Lawmakers on the committee have written to five PR companies — FTI Consulting, Story Partners, DDC Advocacy, Blue Advertising and Singer Associates — requesting documents and information on their work with fossil fuel clients. The committee has threatened to issue a subpoena to FTI.

“As we face more deadly, extreme weather around the globe, fossil fuel companies are reaping record profits and ramping up their misleading PR tactics to distract from their central role in fuelling the climate crisis,” said Carolyn Maloney, the Democratic chair of the committee.

FTI said it was co-operating with the congressional committee and that its work for clients across all sectors was consistent with its own climate commitments.

One case study in the committee report outlines a campaign against a proposed fracking restriction in Colorado by PR company Pac/West.
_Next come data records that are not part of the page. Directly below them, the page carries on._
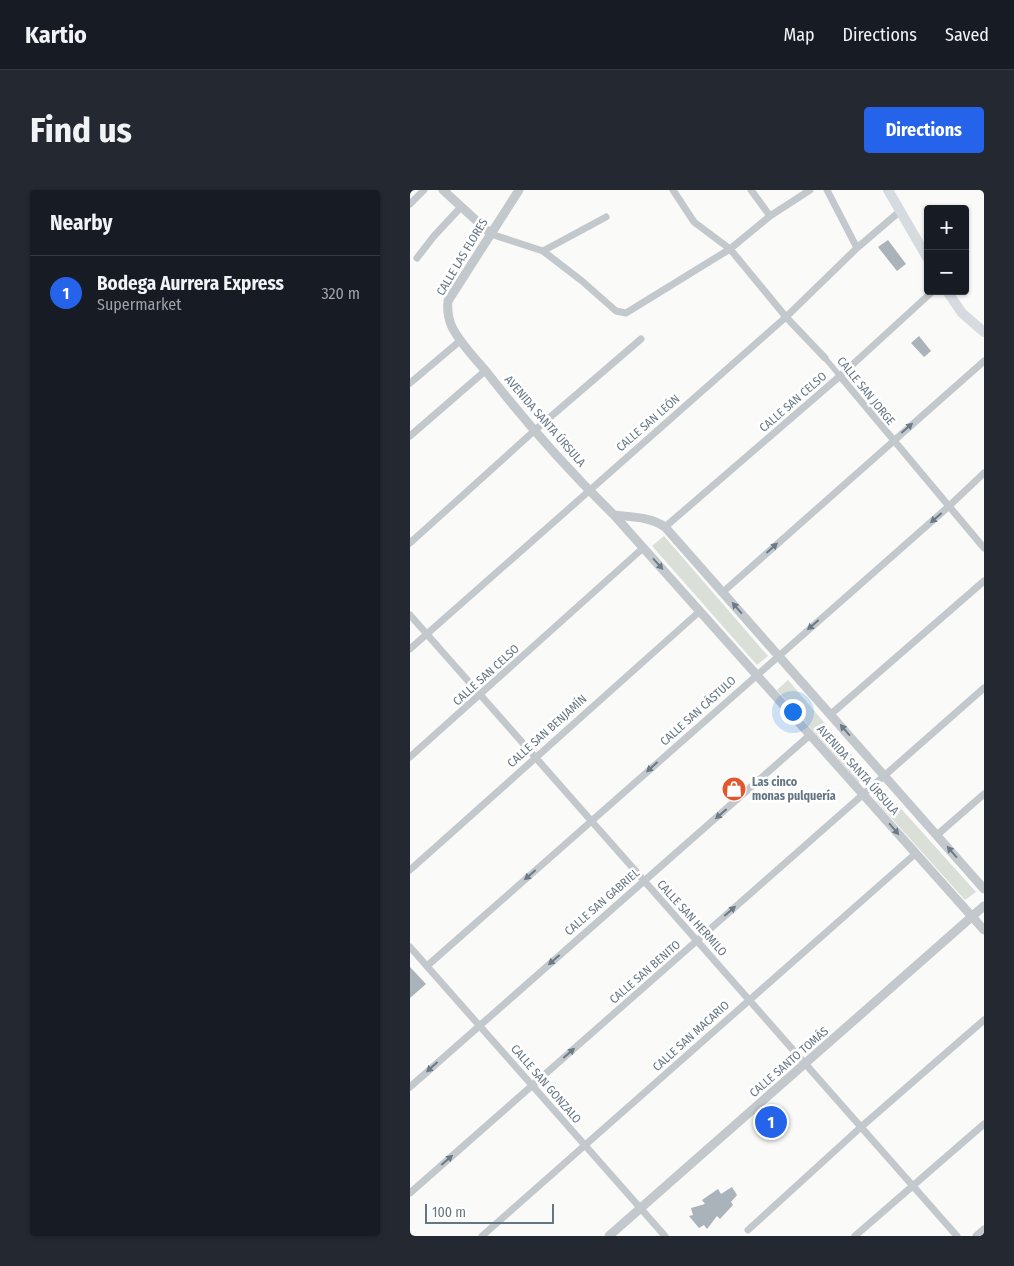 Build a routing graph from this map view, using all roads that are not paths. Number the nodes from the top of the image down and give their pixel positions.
1 (424, 190) edge
2 (443, 190) edge
3 (520, 190) edge
4 (673, 190) edge
5 (752, 190) edge
6 (810, 190) edge
7 (827, 190) edge
8 (888, 190) edge
9 (410, 204) edge
10 (461, 207) junction
11 (899, 212) junction
12 (770, 216) junction
13 (606, 217) dead end
14 (491, 234) junction
15 (857, 248) junction
16 (730, 249) junction
17 (543, 251) junction
18 (924, 253) edge
19 (417, 258) dead end
20 (929, 295) edge
21 (950, 295) edge
22 (786, 317) junction
23 (984, 332) edge
24 (641, 339) dead end
25 (461, 340) junction
26 (825, 358) joint
27 (984, 361) edge
28 (485, 370) junction
29 (840, 376) junction
30 (410, 383) edge
31 (534, 432) junction
32 (410, 436) edge
33 (892, 441) junction
34 (984, 473) edge
35 (589, 490) junction
36 (948, 507) junction
37 (614, 515) junction
38 (665, 527) junction
39 (410, 543) edge
40 (643, 548) junction
41 (984, 548) edge
42 (984, 581) edge
43 (723, 592) junction
44 (700, 611) junction
45 (410, 616) edge
46 (427, 634) junction
47 (410, 649) edge
48 (779, 655) junction
49 (757, 675) junction
50 (984, 688) edge
51 (481, 694) junction
52 (831, 714) junction
53 (810, 735) junction
54 (410, 757) edge
55 (535, 757) junction
56 (884, 775) junction
57 (863, 794) junction
58 (984, 794) edge
59 (591, 822) junction
60 (937, 835) junction
61 (915, 854) junction
62 (410, 870) edge
63 (643, 882) junction
64 (984, 889) edge
65 (984, 906) edge
66 (972, 917) junction
67 (984, 930) edge
68 (697, 941) junction
69 (410, 947) edge
70 (426, 966) junction
71 (749, 999) junction
72 (984, 1020) edge
73 (480, 1025) junction
74 (806, 1064) junction
75 (532, 1086) junction
76 (410, 1087) edge
77 (984, 1124) edge
78 (861, 1127) junction
79 (585, 1146) junction
80 (912, 1186) junction
81 (410, 1193) edge
82 (640, 1208) junction
83 (984, 1229) edge
84 (748, 1230) dead end
85 (482, 1236) edge
86 (609, 1236) edge
87 (665, 1236) edge
88 (855, 1236) edge
89 (957, 1236) edge
90 (976, 1236) edge

1 - 9 street
2 - 10 street
3 - 14 street, CALLE LAS FLORES
4 - 16 street, CALLE SAN JORGE
5 - 12 street
6 - 12 street
7 - 15 street
8 - 11 main road
10 - 14 street
10 - 19 street
11 - 15 street, CALLE SAN LEÓN
11 - 18 main road
12 - 16 street
13 - 17 street
14 - 17 street
14 - 25 street, CALLE LAS FLORES
15 - 22 street, CALLE SAN LEÓN
16 - 17 street
16 - 22 street, CALLE SAN JORGE
20 - 29 street, CALLE SAN CELSO
21 - 23 main road
22 - 26 street, CALLE SAN JORGE
22 - 35 street, CALLE SAN LEÓN
24 - 31 street
25 - 28 street, AVENIDA SANTA ÚRSULA
25 - 30 street
26 - 29 street, CALLE SAN JORGE
33 -> 27 street
28 - 31 street, AVENIDA SANTA ÚRSULA
28 - 32 street
29 - 33 street, CALLE SAN JORGE
29 - 38 street, CALLE SAN CELSO
31 - 35 street, AVENIDA SANTA ÚRSULA
31 - 39 street
33 - 36 street, CALLE SAN JORGE
43 -> 33 street
34 - 36 street, CALLE SAN CÁSTULO
35 - 37 street, AVENIDA SANTA ÚRSULA
35 - 46 street, CALLE SAN LEÓN
36 - 41 street, CALLE SAN JORGE
36 -> 48 street, CALLE SAN CÁSTULO
37 - 38 street, AVENIDA SANTA ÚRSULA
37 - 40 street, AVENIDA SANTA ÚRSULA
38 - 43 street, AVENIDA SANTA ÚRSULA
40 -> 44 street, AVENIDA SANTA ÚRSULA
40 - 51 street, CALLE SAN CELSO
42 - 52 street
48 -> 43 street, AVENIDA SANTA ÚRSULA
44 - 49 street, AVENIDA SANTA ÚRSULA
44 - 55 street, CALLE SAN BENJAMÍN
45 - 46 street, CALLE SAN HERMILO
46 - 47 street, CALLE SAN LEÓN
46 - 51 street, CALLE SAN HERMILO
48 - 49 street, CALLE SAN CÁSTULO
48 - 52 street, AVENIDA SANTA ÚRSULA
49 - 53 street, AVENIDA SANTA ÚRSULA
49 -> 59 street, CALLE SAN CÁSTULO
50 - 56 street, CALLE SAN BENITO
51 - 54 street, CALLE SAN CELSO
51 - 55 street, CALLE SAN HERMILO
56 -> 52 street, AVENIDA SANTA ÚRSULA
53 - 57 street, AVENIDA SANTA ÚRSULA
53 -> 63 street, CALLE SAN GABRIEL
55 - 59 street, CALLE SAN HERMILO
55 - 62 street, CALLE SAN BENJAMÍN
56 - 57 street, CALLE SAN BENITO
56 - 60 street, AVENIDA SANTA ÚRSULA
57 -> 61 street, AVENIDA SANTA ÚRSULA
68 -> 57 street, CALLE SAN BENITO
58 - 60 street
59 - 63 street, CALLE SAN HERMILO
59 -> 70 street, CALLE SAN CÁSTULO
64 -> 60 street, AVENIDA SANTA ÚRSULA
61 - 66 street, AVENIDA SANTA ÚRSULA
61 - 71 street, CALLE SAN MACARIO
63 - 68 street, CALLE SAN HERMILO
63 -> 73 street, CALLE SAN GABRIEL
65 - 66 street, CALLE SANTO TOMÁS
66 - 67 street, AVENIDA SANTA ÚRSULA
66 - 74 street, CALLE SANTO TOMÁS
68 - 71 street, CALLE SAN HERMILO
75 -> 68 street, CALLE SAN BENITO
69 - 70 street, CALLE SAN GONZALO
70 - 73 street, CALLE SAN GONZALO
71 - 74 street, CALLE SAN HERMILO
71 - 79 street, CALLE SAN MACARIO
72 - 78 street
73 - 75 street, CALLE SAN GONZALO
73 -> 76 street, CALLE SAN GABRIEL
74 - 78 street, CALLE SAN HERMILO
74 - 82 street, CALLE SANTO TOMÁS
75 - 79 street, CALLE SAN GONZALO
81 -> 75 street, CALLE SAN BENITO
77 - 80 street
78 - 80 street, CALLE SAN HERMILO
78 - 84 street
79 - 82 street, CALLE SAN GONZALO
79 - 85 street, CALLE SAN MACARIO
80 - 88 street
80 - 89 street, CALLE SAN HERMILO
82 - 86 street, CALLE SANTO TOMÁS
82 - 87 street, CALLE SAN GONZALO
83 - 90 street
It managed two non-profit groups, called Protect Colorado and Coloradans for Responsible Energy Development, on behalf of a group of fossil fuel companies.

The report also describes a website launched by Singer Associates, called The Richmond Standard, that was designed to improve oil major Chevron’s image following a refinery fire in Richmond, California, in 2012.

Congressional investigators said the website contained news articles unrelated to Chevron, along with “pieces that more blatantly seek to portray the oil major as socially and environmentally responsible”.

Singer Associates, Story Partners, DDC Advocacy, Blue Advertising and Pac/West did not respond to requests for comment.

In a separate hearing, the House Committee on Oversight and Reform, lawmakers published hundreds of pages of internal emails from oil and gas companies.

The internal memos and emails show oil executives candidly acknowledging that the industry did not intend to comply with “net zero” greenhouse gas emission ambitions.

Excerpts released by the committee included an email sent by a Shell employee in October 2020 that canvasses so-called talking points for a US company executive, stating that the company’s commitment to a pathway to net zero emissions “has nothing to do with our business plans”.

According to a committee outline of their findings, internal Shell PR guidance calls on employees to frame a net zero goal as “a collective ambition for the world” rather than a “Shell goal or target”.

“Please do not give the impression that Shell is willing to reduce carbon dioxide emissions to levels that do not make business sense,” it says.

Shell said the small portion of documents highlighted by the congressional committee were evidence of its “extensive efforts to set aggressive targets”.

Challenging internal and external discussions signalled Shell’s intent to “form partnerships and share pathways we deem critical to becoming a net zero energy business”, it said.

Elsewhere, internal ExxonMobil documents reveal pressure on a trade association to remove language from a public statement that could be interpreted as an “explicit commitment” on behalf of oil companies “to align their advocacy with their climate related positions”.

In response, ExxonMobil said it supported the Paris Agreement to curb global warming, and that the “selective publication” of emails represented “a deliberate attempt to generate a narrative that does not reflect the commitment of ExxonMobil — and its employees, to address climate change and play a leading role in the transition to a net zero future”.

A third hearing, spearheaded by Democratic congressman Jamie Raskin, interviewed legal academics on the use of strategic lawsuits and anti-protest laws to combat movements against fossil fuel projects.

Whistleblower Christine Arena, a former Edelman executive who gave testimony to the Natural Resources Committee, said while companies had a right to hire PR groups, the objections she raised were “specifically to how they’re communicating, the strategies and tactics they’re using on behalf of clients”.

Arena said she did not advocate a fossil fuel advertising ban. “What I want is forced disclosures,” she said.